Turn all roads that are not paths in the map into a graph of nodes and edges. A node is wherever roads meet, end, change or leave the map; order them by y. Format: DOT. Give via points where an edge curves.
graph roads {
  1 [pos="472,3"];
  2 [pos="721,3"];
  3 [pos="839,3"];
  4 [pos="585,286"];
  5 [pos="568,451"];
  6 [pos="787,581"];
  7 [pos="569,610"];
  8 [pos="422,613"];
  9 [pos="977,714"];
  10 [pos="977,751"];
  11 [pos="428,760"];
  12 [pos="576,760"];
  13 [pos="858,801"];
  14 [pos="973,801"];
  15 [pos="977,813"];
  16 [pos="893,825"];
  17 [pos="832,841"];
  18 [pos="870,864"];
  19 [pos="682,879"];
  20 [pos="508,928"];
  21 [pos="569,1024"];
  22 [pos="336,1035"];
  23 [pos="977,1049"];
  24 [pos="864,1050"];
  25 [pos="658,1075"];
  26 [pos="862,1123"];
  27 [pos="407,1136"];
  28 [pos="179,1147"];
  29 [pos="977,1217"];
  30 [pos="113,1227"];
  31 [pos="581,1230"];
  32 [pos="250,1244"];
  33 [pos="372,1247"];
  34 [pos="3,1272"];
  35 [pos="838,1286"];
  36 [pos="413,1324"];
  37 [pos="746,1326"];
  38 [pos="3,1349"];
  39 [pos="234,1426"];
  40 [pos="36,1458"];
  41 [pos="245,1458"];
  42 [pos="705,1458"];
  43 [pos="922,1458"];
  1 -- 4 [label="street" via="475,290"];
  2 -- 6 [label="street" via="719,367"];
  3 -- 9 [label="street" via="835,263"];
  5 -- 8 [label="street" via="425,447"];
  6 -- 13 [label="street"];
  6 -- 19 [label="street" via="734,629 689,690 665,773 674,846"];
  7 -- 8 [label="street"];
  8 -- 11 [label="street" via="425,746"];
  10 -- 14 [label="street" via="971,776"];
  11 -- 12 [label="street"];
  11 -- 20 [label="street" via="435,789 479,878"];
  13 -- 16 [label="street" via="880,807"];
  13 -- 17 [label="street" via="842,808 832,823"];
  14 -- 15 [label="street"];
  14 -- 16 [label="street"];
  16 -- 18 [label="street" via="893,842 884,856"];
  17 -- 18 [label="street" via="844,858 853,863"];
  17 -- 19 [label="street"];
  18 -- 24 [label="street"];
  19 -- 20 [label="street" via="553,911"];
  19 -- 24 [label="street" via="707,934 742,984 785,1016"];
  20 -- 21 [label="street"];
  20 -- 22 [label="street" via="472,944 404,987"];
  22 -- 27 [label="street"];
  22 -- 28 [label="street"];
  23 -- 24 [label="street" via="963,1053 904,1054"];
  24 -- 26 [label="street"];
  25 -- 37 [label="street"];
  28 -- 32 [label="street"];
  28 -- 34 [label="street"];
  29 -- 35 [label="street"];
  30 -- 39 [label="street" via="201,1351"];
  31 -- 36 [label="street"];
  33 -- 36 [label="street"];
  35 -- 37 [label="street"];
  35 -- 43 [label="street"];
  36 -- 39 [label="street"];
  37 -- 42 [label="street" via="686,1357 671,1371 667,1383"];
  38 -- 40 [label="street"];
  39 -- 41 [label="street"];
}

:: TASK OBJECTIVE ::
The output should be a character-exact copy of all entries.

:: PROBLEM SOLUTION ::
Turn all roads that are not paths in the map into a graph of nodes and edges. A node is wherever roads meet, end, change or leave the map; order them by y. Format: DOT. Give via points where an edge curves.
graph roads {
  1 [pos="472,3"];
  2 [pos="721,3"];
  3 [pos="839,3"];
  4 [pos="585,286"];
  5 [pos="568,451"];
  6 [pos="787,581"];
  7 [pos="569,610"];
  8 [pos="422,613"];
  9 [pos="977,714"];
  10 [pos="977,751"];
  11 [pos="428,760"];
  12 [pos="576,760"];
  13 [pos="858,801"];
  14 [pos="973,801"];
  15 [pos="977,813"];
  16 [pos="893,825"];
  17 [pos="832,841"];
  18 [pos="870,864"];
  19 [pos="682,879"];
  20 [pos="508,928"];
  21 [pos="569,1024"];
  22 [pos="336,1035"];
  23 [pos="977,1049"];
  24 [pos="864,1050"];
  25 [pos="658,1075"];
  26 [pos="862,1123"];
  27 [pos="407,1136"];
  28 [pos="179,1147"];
  29 [pos="977,1217"];
  30 [pos="113,1227"];
  31 [pos="581,1230"];
  32 [pos="250,1244"];
  33 [pos="372,1247"];
  34 [pos="3,1272"];
  35 [pos="838,1286"];
  36 [pos="413,1324"];
  37 [pos="746,1326"];
  38 [pos="3,1349"];
  39 [pos="234,1426"];
  40 [pos="36,1458"];
  41 [pos="245,1458"];
  42 [pos="705,1458"];
  43 [pos="922,1458"];
  1 -- 4 [label="street" via="475,290"];
  2 -- 6 [label="street" via="719,367"];
  3 -- 9 [label="street" via="835,263"];
  5 -- 8 [label="street" via="425,447"];
  6 -- 13 [label="street"];
  6 -- 19 [label="street" via="734,629 689,690 665,773 674,846"];
  7 -- 8 [label="street"];
  8 -- 11 [label="street" via="425,746"];
  10 -- 14 [label="street" via="971,776"];
  11 -- 12 [label="street"];
  11 -- 20 [label="street" via="435,789 479,878"];
  13 -- 16 [label="street" via="880,807"];
  13 -- 17 [label="street" via="842,808 832,823"];
  14 -- 15 [label="street"];
  14 -- 16 [label="street"];
  16 -- 18 [label="street" via="893,842 884,856"];
  17 -- 18 [label="street" via="844,858 853,863"];
  17 -- 19 [label="street"];
  18 -- 24 [label="street"];
  19 -- 20 [label="street" via="553,911"];
  19 -- 24 [label="street" via="707,934 742,984 785,1016"];
  20 -- 21 [label="street"];
  20 -- 22 [label="street" via="472,944 404,987"];
  22 -- 27 [label="street"];
  22 -- 28 [label="street"];
  23 -- 24 [label="street" via="963,1053 904,1054"];
  24 -- 26 [label="street"];
  25 -- 37 [label="street"];
  28 -- 32 [label="street"];
  28 -- 34 [label="street"];
  29 -- 35 [label="street"];
  30 -- 39 [label="street" via="201,1351"];
  31 -- 36 [label="street"];
  33 -- 36 [label="street"];
  35 -- 37 [label="street"];
  35 -- 43 [label="street"];
  36 -- 39 [label="street"];
  37 -- 42 [label="street" via="686,1357 671,1371 667,1383"];
  38 -- 40 [label="street"];
  39 -- 41 [label="street"];
}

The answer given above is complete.